Undesired Consequences
The only thing that Draghi did achieve, and will now worsen, is:
- Keeping bank profits under pressure;
- Inflate the prices of some bonds (both government as a select club of corporate bonds).
Despite the fact that many people remain outraged over what banks did back in 2008, Draghi´s policy is counterproductive. By imposing a de facto tax on banks, it makes it increasingly difficult to increase bank capital. At the same time, new regulations demand that banks increase their capital. An impossible situation. Current ECB policy breeds financial instability, because banks that do not comply to the newly imposed capital requirements are “insolvent” from the point of view of the regulator, which is a rationale to intervene in the bank´s structure through a “bail-in.”
That I am not making this up myself, is demonstrated by the stock prices of European banks. Bank shares fallen over 24% since the beginning of Draghi´s QE. There goes the idea that the former Goldman Sachs banker is making his buddies immensely rich.
Bonds
At the same time, the absurd policy of Draghi has led to near zero or even negative interest rates on government bonds and some corporate bonds (namely, the bonds that Draghi decides to buy).
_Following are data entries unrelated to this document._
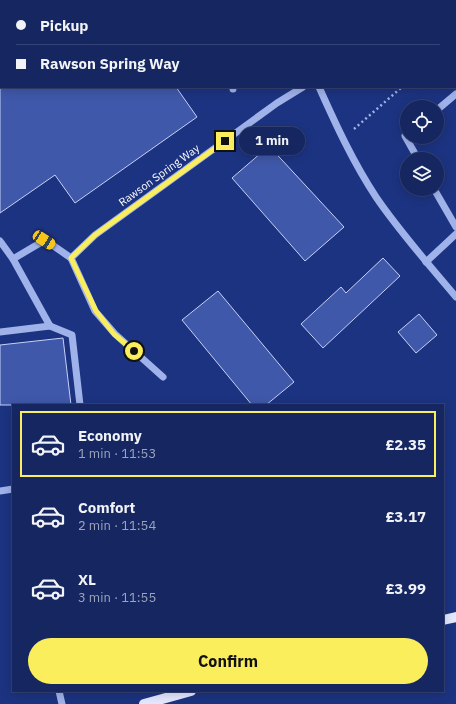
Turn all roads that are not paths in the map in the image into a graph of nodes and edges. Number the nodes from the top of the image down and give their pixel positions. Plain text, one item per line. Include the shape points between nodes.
1 (301, 88) edge
2 (319, 88) edge
3 (456, 94) edge
4 (444, 104) edge
5 (438, 196) edge
6 (456, 227) edge
7 (456, 234) edge
8 (0, 241) edge
9 (71, 258) junction
10 (13, 259) junction
11 (426, 262) junction
12 (456, 297) edge
13 (50, 326) junction
14 (0, 332) edge
15 (163, 377) dead end
16 (80, 404) edge
17 (12, 489) edge
18 (0, 491) edge
19 (456, 617) edge
20 (444, 620) edge
21 (59, 692) edge
22 (187, 692) edge
23 (62, 704) edge
24 (144, 704) edge

1 - 9 street, Rawson Spring Way via 95,235
2 - 11 street via 342,139 377,198
3 - 4 street
5 - 6 street
7 - 11 street
8 - 10 street
9 - 10 street via 44,240
9 - 15 street via 96,311 114,334
10 - 13 street
11 - 12 street
13 - 14 street
13 - 16 street via 72,334
17 - 18 street
19 - 20 main road
21 - 23 street
22 - 24 main road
More demand leads, after all, to higher prices (and in the case of bonds, prices are inverse to interest rates, that is, more demand leads to lower interest rates).
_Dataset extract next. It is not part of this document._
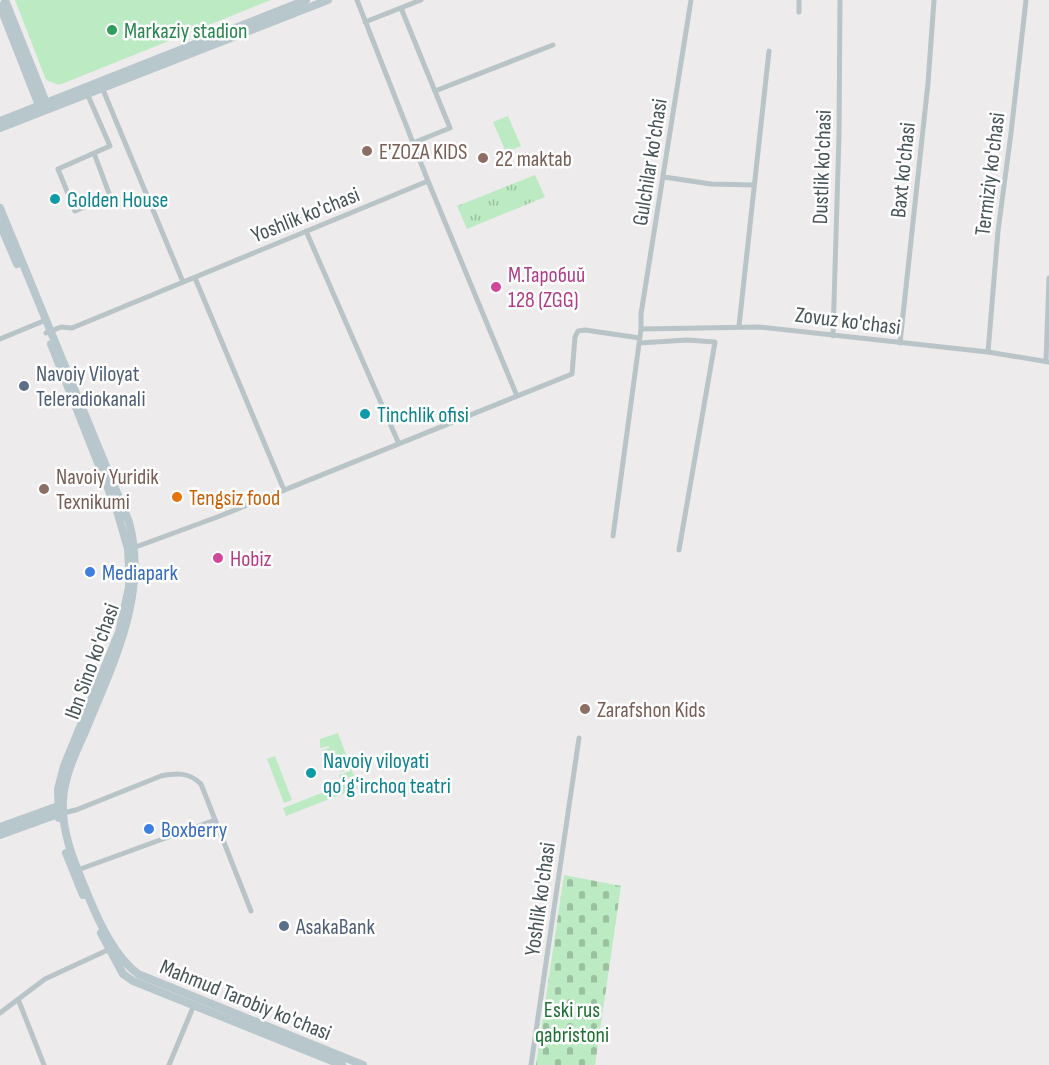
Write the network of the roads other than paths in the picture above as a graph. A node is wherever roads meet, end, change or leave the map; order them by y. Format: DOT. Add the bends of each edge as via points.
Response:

Yields on German, Dutch and other Eurozone country debt went down to historical lows. Corporate bonds followed suit, especially when the ECB began buying them directly: Volkswagen, Deutsche Bahn, Telefonica, they are all part of a privileged club.
Yet Mario Draghi, through his interventions, is turning the market into a manic-depressive maniac. Only the idea that the ECB will “taper”, that is, reduce the amount of monthly purchases from €80 to €60 billion euros, has resulted in a staggering increase in yields on 10-year German bonds, to highlight a specific example.
And that will be the beginning of the end: the bond market is addicted to the heroin needle of Mario Draghi. The sooner the victim receives no more drugs, the less severe the withdrawal symptoms.